▶ [Required work]
Copy out each line of the data below in which "Bacaca" appears.

▶ [Input records]
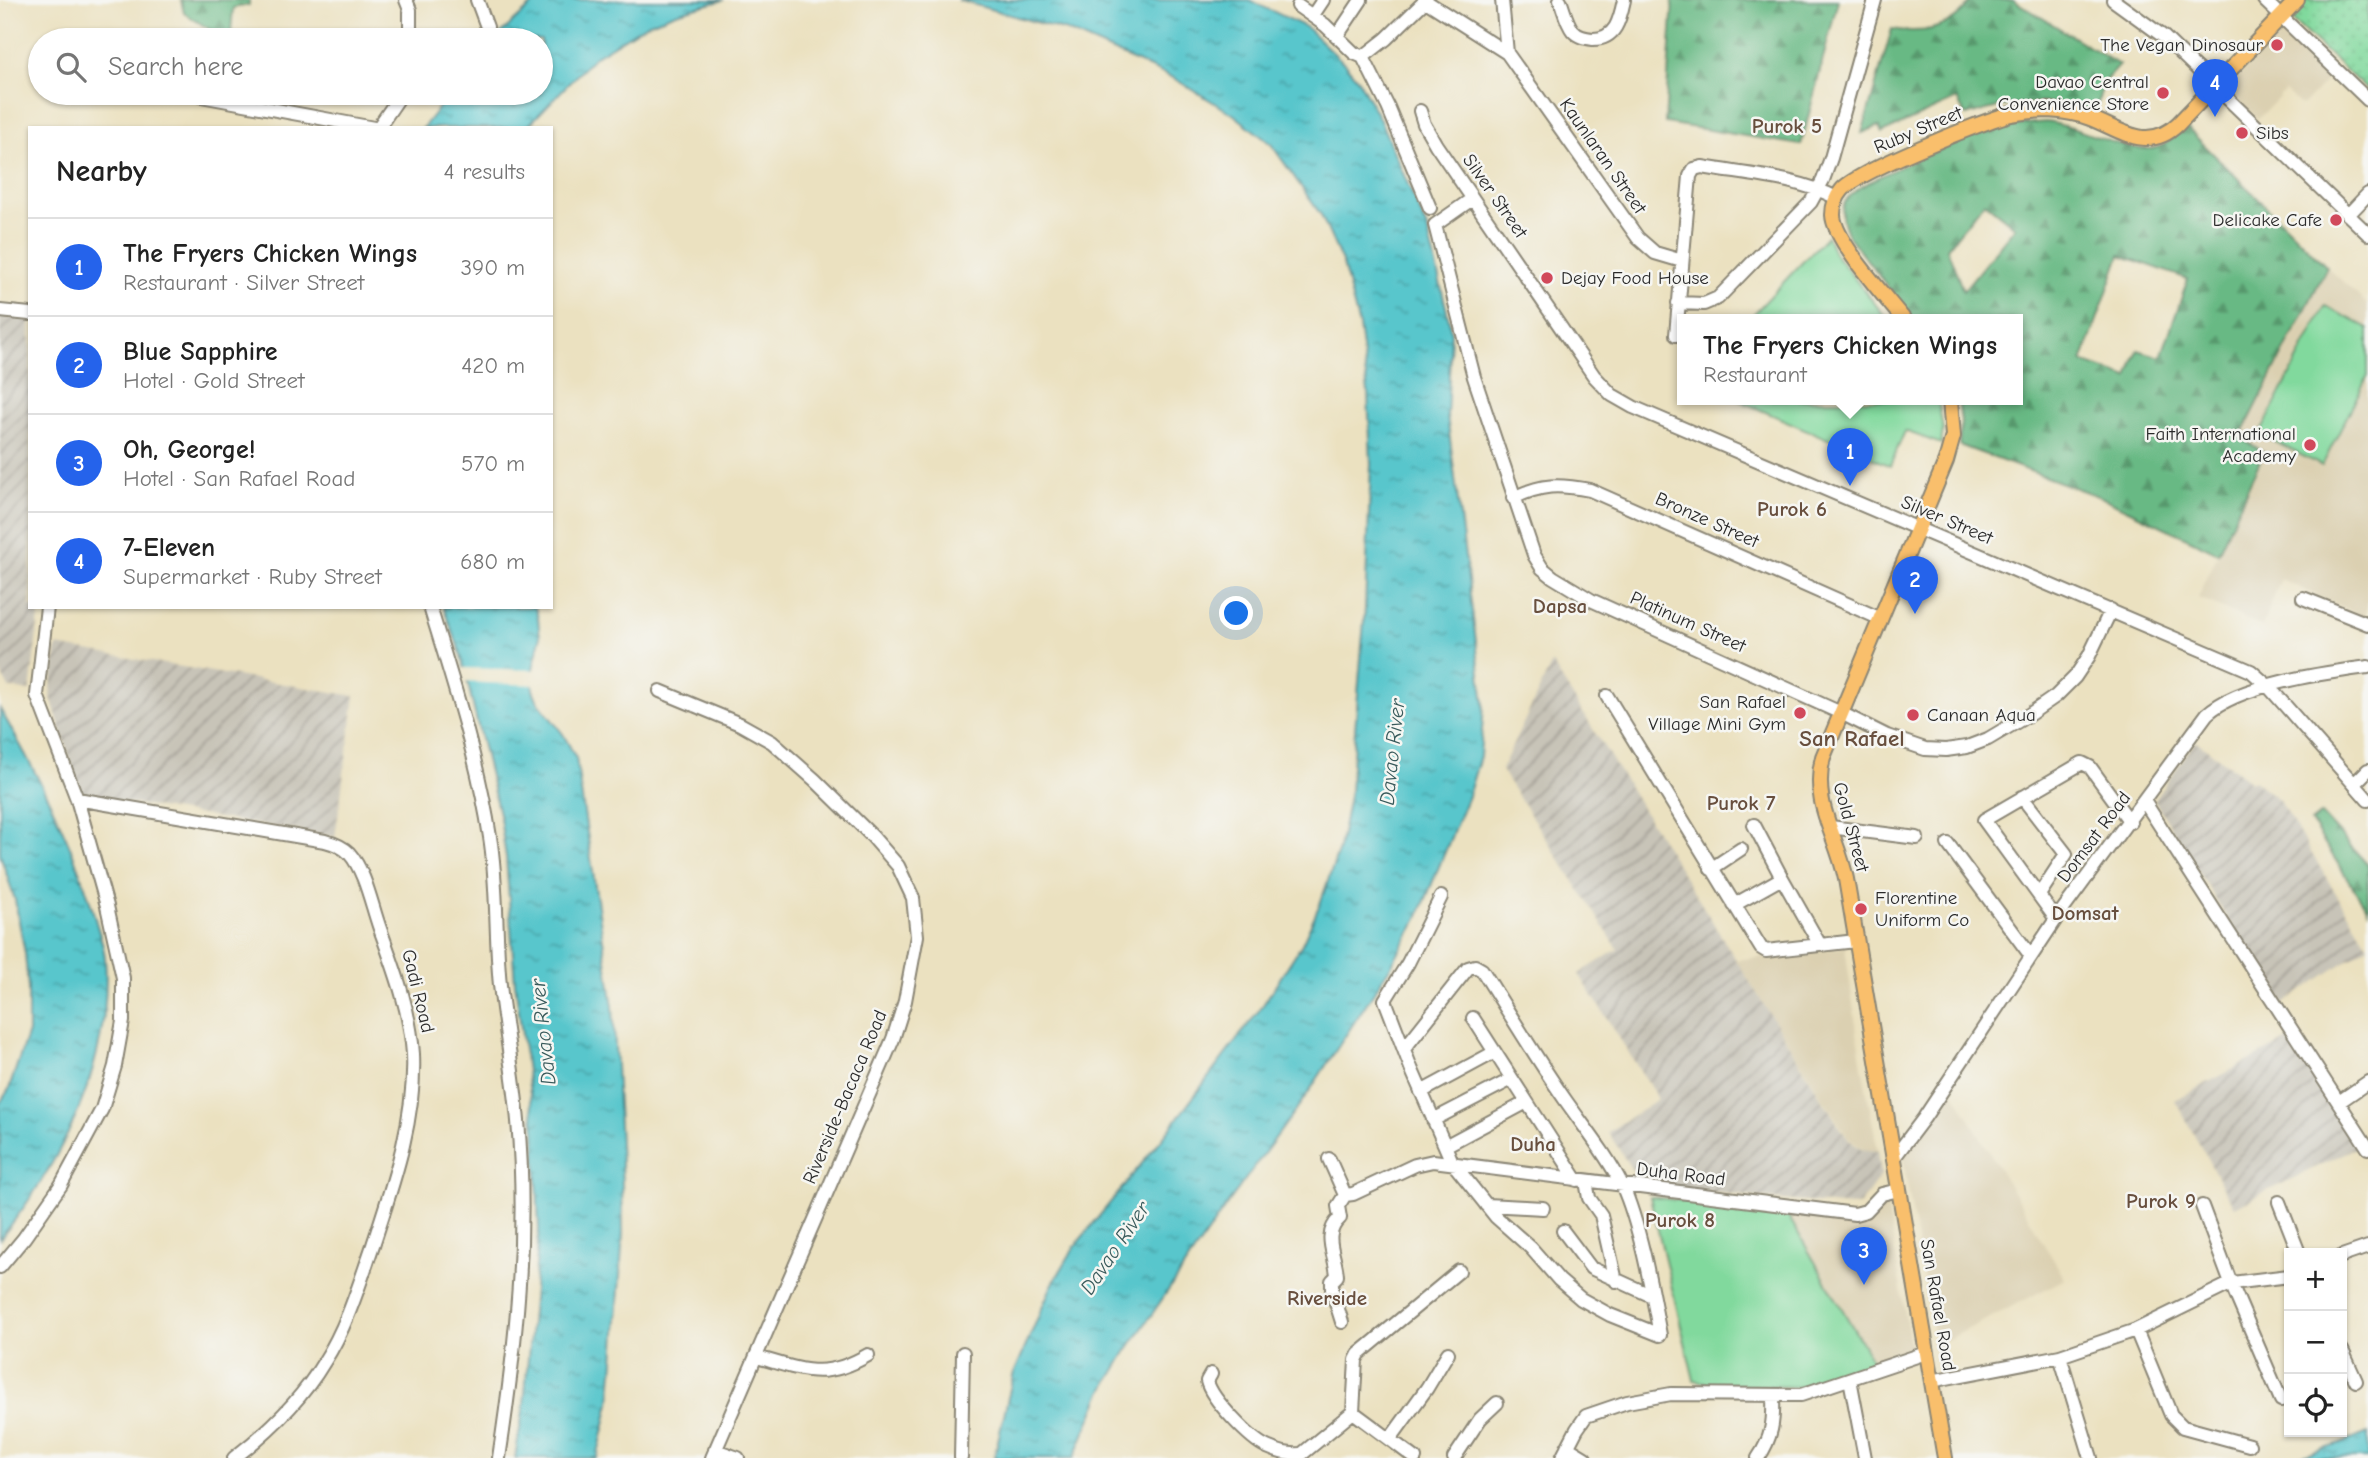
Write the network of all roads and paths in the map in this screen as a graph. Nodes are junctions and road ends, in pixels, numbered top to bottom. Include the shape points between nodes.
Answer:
1 (406, 0) edge
2 (1323, 0) edge
3 (1361, 0) edge
4 (1502, 0) edge
5 (1560, 0) edge
6 (1624, 0) edge
7 (1875, 0) edge
8 (2113, 0) edge
9 (2264, 0) edge
10 (2297, 0) edge
11 (480, 1) edge
12 (1424, 1) edge
13 (1298, 6) dead end
14 (1313, 15) junction
15 (2280, 17) junction
16 (487, 27) dead end
17 (410, 28) edge
18 (1337, 36) junction
19 (1507, 53) junction
20 (1363, 57) junction
21 (2216, 86) junction
22 (2368, 100) edge
23 (250, 105) edge
24 (393, 105) edge
25 (1420, 111) dead end
26 (365, 126) edge
27 (377, 126) edge
28 (1819, 189) junction
29 (2368, 194) edge
30 (1837, 198) junction
31 (1472, 199) junction
32 (1430, 208) dead end
33 (2348, 215) junction
34 (2368, 234) edge
35 (1682, 261) junction
36 (1678, 303) junction
37 (0, 311) edge
38 (28, 314) edge
39 (1677, 314) edge
40 (1899, 314) edge
41 (1677, 319) edge
42 (1676, 335) dead end
43 (1951, 405) edge
44 (1513, 498) junction
45 (1919, 530) junction
46 (2303, 598) dead end
47 (47, 609) edge
48 (431, 609) edge
49 (2111, 610) junction
50 (1881, 618) junction
51 (2368, 624) edge
52 (2368, 667) edge
53 (2269, 686) junction
54 (660, 691) dead end
55 (1607, 696) dead end
56 (1842, 713) junction
57 (2368, 770) edge
58 (2355, 783) junction
59 (2022, 797) junction
60 (77, 799) junction
61 (2368, 800) edge
62 (2144, 801) junction
63 (2130, 822) junction
64 (1754, 825) dead end
65 (1830, 827) junction
66 (1917, 838) dead end
67 (1948, 844) dead end
68 (1741, 849) dead end
69 (1711, 869) junction
70 (1782, 878) junction
71 (2039, 895) junction
72 (1441, 897) dead end
73 (1734, 905) junction
74 (2056, 919) junction
75 (1856, 941) junction
76 (1820, 945) junction
77 (2031, 956) junction
78 (1473, 1018) dead end
79 (1404, 1049) junction
80 (1495, 1052) junction
81 (1512, 1079) junction
82 (2368, 1082) edge
83 (1421, 1092) junction
84 (2339, 1101) junction
85 (1527, 1102) junction
86 (1433, 1120) junction
87 (2364, 1133) edge
88 (1445, 1146) junction
89 (2368, 1148) edge
90 (1329, 1158) dead end
91 (1893, 1159) junction
92 (1451, 1162) junction
93 (1581, 1181) junction
94 (1622, 1186) junction
95 (1899, 1190) junction
96 (1345, 1195) junction
97 (2279, 1202) dead end
98 (1486, 1205) junction
99 (2202, 1206) dead end
100 (1544, 1208) dead end
101 (1563, 1231) dead end
102 (2368, 1247) edge
103 (2297, 1248) edge
104 (2347, 1254) edge
105 (0, 1267) edge
106 (1458, 1270) dead end
107 (2284, 1277) edge
108 (1616, 1281) junction
109 (2232, 1283) junction
110 (1651, 1296) junction
111 (1342, 1322) dead end
112 (2136, 1330) junction
113 (963, 1353) dead end
114 (1448, 1353) dead end
115 (1926, 1353) junction
116 (868, 1355) dead end
117 (757, 1356) junction
118 (2060, 1356) junction
119 (2347, 1361) edge
120 (1211, 1374) dead end
121 (1850, 1379) junction
122 (1931, 1381) junction
123 (2356, 1381) dead end
124 (1773, 1397) junction
125 (2281, 1400) dead end
126 (1497, 1403) dead end
127 (1353, 1412) junction
128 (1390, 1439) junction
129 (2249, 1446) dead end
130 (1565, 1452) edge
131 (1398, 1453) edge
132 (714, 1454) edge
133 (1298, 1456) edge
134 (234, 1458) edge
135 (499, 1458) edge
136 (738, 1458) edge
137 (961, 1458) edge
138 (1415, 1458) edge
139 (1454, 1458) edge
140 (1585, 1458) edge
141 (1758, 1458) edge
142 (1865, 1458) edge
143 (1945, 1458) edge
144 (2091, 1458) edge

1 - 17 street
2 - 14 street
3 - 18 street
4 - 19 street
5 - 6 street via 1570,27 1590,39 1612,33
7 - 28 street
8 - 21 street via 2157,31
9 - 15 street
10 - 15 main road, Ruby Street
11 - 16 street
12 - 19 street
12 - 20 street
13 - 14 street
14 - 18 street
15 - 21 main road, Ruby Street
15 - 22 street
18 - 20 street
19 - 35 street, Kaunlaran Street via 1638,238 1655,253
20 - 32 street
21 - 30 main road, Ruby Street via 2172,130 2157,137 2132,136 2061,111 2012,114 1867,173 1848,184
21 - 33 street
23 - 26 street
24 - 27 street
25 - 31 street, Silver Street via 1429,135
28 - 30 street
28 - 35 street via 1694,169
28 - 36 street via 1800,216 1718,298 1704,304
29 - 33 street
30 - 40 main road via 1833,218 1839,236
31 - 44 street, Platinum Street via 1434,225 1474,377
31 - 45 street, Silver Street via 1594,376 1612,395
33 - 34 street
35 - 36 street
36 - 39 street
37 - 38 street
41 - 42 street
43 - 45 main road, Gold Street via 1951,448
44 - 50 street, Bronze Street via 1546,485 1590,490
44 - 56 street, Platinum Street via 1534,555 1553,577 1591,600
45 - 49 street, Silver Street
45 - 50 main road, Gold Street
46 - 51 street
47 - 60 street via 37,695
48 - 135 street via 490,837 500,985 518,1122 523,1240 515,1356
49 - 53 street, Silver Street via 2231,660
49 - 56 street, Platinum Street via 2075,677 2056,696 1988,739 1966,747 1925,749
50 - 56 main road, Gold Street
52 - 53 street, Domsat Road
53 - 58 street, Silver Street
53 - 62 street, Domsat Road via 2216,705
54 - 117 street, Riverside-Bacaca Road via 749,729 785,753 888,852 906,881 916,917 915,956 900,1021
55 - 69 street
56 - 65 main road, Gold Street via 1818,781
57 - 58 street
58 - 61 street, Silver Street
59 - 63 street via 2079,763 2085,764
59 - 71 street via 2066,854
59 - 71 street via 1984,820
60 - 105 street via 122,978 115,1066 102,1109 61,1185
60 - 134 street, Gadi Road via 325,841 348,852 362,876 402,990 413,1055 407,1125 343,1328 300,1395
62 - 63 street, Domsat Road
62 - 84 street
63 - 74 street, Domsat Road
64 - 70 street
65 - 66 street
65 - 75 main road, Gold Street via 1843,866
67 - 77 street
68 - 69 street
69 - 73 street
70 - 73 street
70 - 76 street
71 - 74 street
72 - 79 street via 1408,963 1385,996
73 - 76 street via 1763,950
74 - 77 street, Domsat Road
75 - 76 street
75 - 91 main road, Gold Street
77 - 91 street, Domsat Road
78 - 80 street
79 - 83 street
79 - 94 street via 1468,968 1479,968
80 - 81 street
80 - 83 street
81 - 85 street
81 - 86 street
82 - 84 street
83 - 86 street
84 - 87 street
85 - 88 street
85 - 93 street
86 - 88 street
87 - 89 street
88 - 92 street
90 - 96 street
91 - 95 main road, San Rafael Road
92 - 93 street, Duha Road
92 - 96 street, Duha Road via 1420,1163
92 - 98 street
93 - 94 street, Duha Road
93 - 108 street via 1601,1215
94 - 95 street, Duha Road via 1855,1214 1866,1211 1882,1194
94 - 110 street
95 - 115 main road, San Rafael Road
96 - 111 street via 1338,1206 1340,1218 1330,1232 1337,1272 1332,1290
97 - 103 street
98 - 100 street
98 - 110 street via 1581,1299 1660,1335
99 - 109 street
101 - 108 street via 1591,1268
102 - 104 street
106 - 127 street via 1359,1354
107 - 109 street
108 - 110 street
109 - 112 street
109 - 125 street
112 - 118 street
112 - 129 street via 2177,1422
113 - 137 street
114 - 128 street
115 - 121 street
115 - 122 main road, San Rafael Road
116 - 117 street via 850,1366 820,1372
117 - 132 street, Riverside-Bacaca Road
118 - 122 street
118 - 144 street
119 - 123 street
120 - 133 street via 1208,1387 1228,1414 1264,1446
121 - 124 street via 1801,1395
121 - 142 street
122 - 143 main road, San Rafael Road
124 - 130 street via 1671,1394 1627,1402 1586,1416
124 - 141 street via 1774,1422
126 - 139 street via 1480,1419
127 - 128 street
127 - 133 street
128 - 131 street
130 - 140 street
131 - 138 street
132 - 136 street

▶ [Response to this exercise]
54 - 117 street, Riverside-Bacaca Road via 749,729 785,753 888,852 906,881 916,917 915,956 900,1021
117 - 132 street, Riverside-Bacaca Road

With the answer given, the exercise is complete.